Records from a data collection

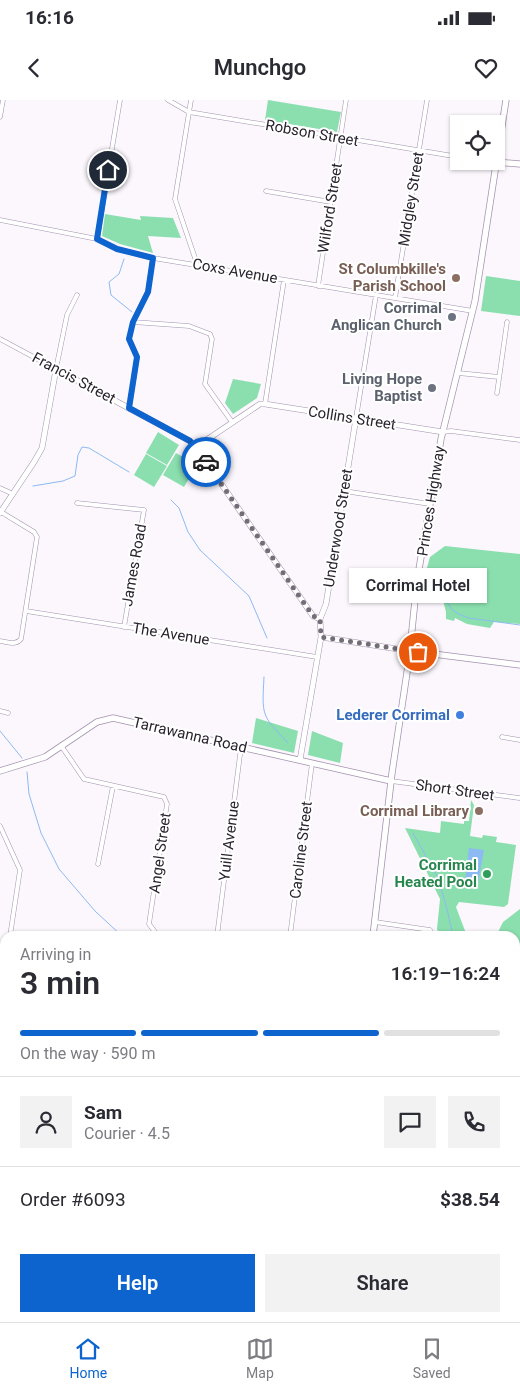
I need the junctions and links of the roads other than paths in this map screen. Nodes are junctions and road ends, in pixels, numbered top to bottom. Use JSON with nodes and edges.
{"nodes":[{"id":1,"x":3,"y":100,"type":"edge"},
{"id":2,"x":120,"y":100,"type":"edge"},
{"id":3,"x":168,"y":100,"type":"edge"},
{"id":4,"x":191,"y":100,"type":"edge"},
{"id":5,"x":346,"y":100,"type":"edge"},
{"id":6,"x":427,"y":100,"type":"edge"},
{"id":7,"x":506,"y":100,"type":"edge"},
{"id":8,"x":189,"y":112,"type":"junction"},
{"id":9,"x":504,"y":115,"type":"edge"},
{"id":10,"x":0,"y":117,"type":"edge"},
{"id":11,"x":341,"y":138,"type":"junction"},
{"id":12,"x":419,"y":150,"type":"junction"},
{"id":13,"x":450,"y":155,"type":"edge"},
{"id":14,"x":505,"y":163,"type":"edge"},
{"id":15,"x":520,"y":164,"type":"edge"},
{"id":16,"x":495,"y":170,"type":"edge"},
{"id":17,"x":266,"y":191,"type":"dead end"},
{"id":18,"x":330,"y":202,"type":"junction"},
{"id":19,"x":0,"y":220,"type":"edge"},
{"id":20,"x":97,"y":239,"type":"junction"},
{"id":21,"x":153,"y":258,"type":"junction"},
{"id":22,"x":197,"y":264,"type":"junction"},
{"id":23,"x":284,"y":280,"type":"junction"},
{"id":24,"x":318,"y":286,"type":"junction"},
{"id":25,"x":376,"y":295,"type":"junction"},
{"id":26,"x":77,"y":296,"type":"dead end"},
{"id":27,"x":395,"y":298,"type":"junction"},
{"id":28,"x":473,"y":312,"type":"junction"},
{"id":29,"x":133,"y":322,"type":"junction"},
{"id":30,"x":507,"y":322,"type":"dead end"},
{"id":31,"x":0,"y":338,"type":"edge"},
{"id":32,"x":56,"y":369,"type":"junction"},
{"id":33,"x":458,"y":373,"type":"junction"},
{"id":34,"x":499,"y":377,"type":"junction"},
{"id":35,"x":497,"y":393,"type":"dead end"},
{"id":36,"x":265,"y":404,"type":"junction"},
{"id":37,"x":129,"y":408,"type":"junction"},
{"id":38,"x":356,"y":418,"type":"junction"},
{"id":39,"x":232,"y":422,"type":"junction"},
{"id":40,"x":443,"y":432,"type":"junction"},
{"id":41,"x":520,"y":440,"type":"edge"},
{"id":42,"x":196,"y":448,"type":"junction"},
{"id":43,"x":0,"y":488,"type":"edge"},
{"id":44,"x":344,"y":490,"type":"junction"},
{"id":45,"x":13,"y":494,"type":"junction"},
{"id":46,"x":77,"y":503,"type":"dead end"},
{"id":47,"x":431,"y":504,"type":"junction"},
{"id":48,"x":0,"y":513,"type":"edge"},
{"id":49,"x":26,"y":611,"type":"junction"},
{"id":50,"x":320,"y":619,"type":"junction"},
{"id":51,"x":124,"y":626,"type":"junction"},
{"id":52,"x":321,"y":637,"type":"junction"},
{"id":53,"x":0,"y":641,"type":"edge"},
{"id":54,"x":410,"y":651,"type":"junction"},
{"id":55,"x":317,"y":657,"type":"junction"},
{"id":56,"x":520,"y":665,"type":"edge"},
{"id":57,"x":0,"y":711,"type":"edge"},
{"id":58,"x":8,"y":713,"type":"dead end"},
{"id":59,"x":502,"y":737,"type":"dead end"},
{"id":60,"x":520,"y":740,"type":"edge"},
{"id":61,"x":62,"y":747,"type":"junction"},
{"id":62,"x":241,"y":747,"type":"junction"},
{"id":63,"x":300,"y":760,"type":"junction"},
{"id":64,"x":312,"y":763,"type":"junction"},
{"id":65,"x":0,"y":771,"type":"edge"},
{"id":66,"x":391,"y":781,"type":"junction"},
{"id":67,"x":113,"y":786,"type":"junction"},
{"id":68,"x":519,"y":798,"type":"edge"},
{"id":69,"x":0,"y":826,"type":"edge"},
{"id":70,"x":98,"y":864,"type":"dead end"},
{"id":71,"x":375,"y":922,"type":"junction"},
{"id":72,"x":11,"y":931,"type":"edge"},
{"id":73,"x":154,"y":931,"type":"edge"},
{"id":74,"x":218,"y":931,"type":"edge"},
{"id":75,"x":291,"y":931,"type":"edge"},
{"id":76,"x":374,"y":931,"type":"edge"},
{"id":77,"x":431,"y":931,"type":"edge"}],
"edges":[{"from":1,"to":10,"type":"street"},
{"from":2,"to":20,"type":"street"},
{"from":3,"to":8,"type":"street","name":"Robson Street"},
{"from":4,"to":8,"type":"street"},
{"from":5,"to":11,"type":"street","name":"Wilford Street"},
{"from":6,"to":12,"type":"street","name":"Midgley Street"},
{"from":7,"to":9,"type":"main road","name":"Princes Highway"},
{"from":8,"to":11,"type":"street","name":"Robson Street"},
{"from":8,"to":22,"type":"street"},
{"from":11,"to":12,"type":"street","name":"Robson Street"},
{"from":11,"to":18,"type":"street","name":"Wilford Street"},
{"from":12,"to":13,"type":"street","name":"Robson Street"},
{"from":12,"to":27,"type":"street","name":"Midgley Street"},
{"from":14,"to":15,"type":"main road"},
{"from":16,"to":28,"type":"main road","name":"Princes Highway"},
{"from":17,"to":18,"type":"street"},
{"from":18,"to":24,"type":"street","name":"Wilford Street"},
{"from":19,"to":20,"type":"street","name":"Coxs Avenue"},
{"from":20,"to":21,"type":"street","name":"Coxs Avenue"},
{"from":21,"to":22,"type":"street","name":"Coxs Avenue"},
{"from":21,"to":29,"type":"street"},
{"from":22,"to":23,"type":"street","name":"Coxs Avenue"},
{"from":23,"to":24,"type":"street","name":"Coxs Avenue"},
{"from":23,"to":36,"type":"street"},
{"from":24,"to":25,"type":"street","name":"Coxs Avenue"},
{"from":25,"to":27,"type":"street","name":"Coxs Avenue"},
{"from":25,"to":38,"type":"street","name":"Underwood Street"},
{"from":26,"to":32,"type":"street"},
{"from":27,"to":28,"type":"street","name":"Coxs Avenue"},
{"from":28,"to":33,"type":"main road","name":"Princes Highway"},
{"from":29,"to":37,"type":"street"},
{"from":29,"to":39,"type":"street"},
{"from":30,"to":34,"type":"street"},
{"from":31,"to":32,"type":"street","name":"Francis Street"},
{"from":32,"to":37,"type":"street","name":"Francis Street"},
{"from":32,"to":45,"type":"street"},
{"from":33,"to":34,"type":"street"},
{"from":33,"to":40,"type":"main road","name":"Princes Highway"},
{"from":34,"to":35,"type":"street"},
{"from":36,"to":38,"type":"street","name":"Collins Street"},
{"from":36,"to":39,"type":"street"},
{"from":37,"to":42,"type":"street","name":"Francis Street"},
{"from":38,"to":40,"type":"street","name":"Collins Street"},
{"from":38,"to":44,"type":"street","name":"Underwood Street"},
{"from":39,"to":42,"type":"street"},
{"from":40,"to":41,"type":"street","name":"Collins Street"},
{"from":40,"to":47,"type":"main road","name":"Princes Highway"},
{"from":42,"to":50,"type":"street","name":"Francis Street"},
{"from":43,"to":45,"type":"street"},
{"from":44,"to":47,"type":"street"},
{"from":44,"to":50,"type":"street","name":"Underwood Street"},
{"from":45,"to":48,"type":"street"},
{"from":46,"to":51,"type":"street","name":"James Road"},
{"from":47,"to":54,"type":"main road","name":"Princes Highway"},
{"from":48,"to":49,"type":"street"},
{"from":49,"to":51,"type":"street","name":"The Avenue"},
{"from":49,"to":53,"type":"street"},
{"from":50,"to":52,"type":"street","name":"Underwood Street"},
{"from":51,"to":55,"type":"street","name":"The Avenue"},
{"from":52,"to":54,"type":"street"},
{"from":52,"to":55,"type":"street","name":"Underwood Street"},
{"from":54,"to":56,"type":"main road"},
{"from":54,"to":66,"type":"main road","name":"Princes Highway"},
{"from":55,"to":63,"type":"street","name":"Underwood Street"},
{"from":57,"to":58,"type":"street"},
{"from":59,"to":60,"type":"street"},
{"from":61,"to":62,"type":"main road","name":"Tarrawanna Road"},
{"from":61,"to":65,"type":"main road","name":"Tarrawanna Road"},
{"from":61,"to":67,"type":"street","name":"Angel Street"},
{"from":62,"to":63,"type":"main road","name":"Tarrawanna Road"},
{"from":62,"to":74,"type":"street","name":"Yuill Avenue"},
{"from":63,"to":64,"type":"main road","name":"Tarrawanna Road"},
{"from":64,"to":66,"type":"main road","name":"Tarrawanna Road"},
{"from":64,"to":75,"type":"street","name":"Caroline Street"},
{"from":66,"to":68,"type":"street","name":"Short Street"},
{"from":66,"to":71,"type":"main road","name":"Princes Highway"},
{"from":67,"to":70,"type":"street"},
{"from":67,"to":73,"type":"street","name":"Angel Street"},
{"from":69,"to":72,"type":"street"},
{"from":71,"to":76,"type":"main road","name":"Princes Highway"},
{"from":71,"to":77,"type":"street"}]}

Try it:
Identify every line above with the string "Wilford" in it. Copy those lines.

Exercise output:
{"from":5,"to":11,"type":"street","name":"Wilford Street"},
{"from":11,"to":18,"type":"street","name":"Wilford Street"},
{"from":18,"to":24,"type":"street","name":"Wilford Street"},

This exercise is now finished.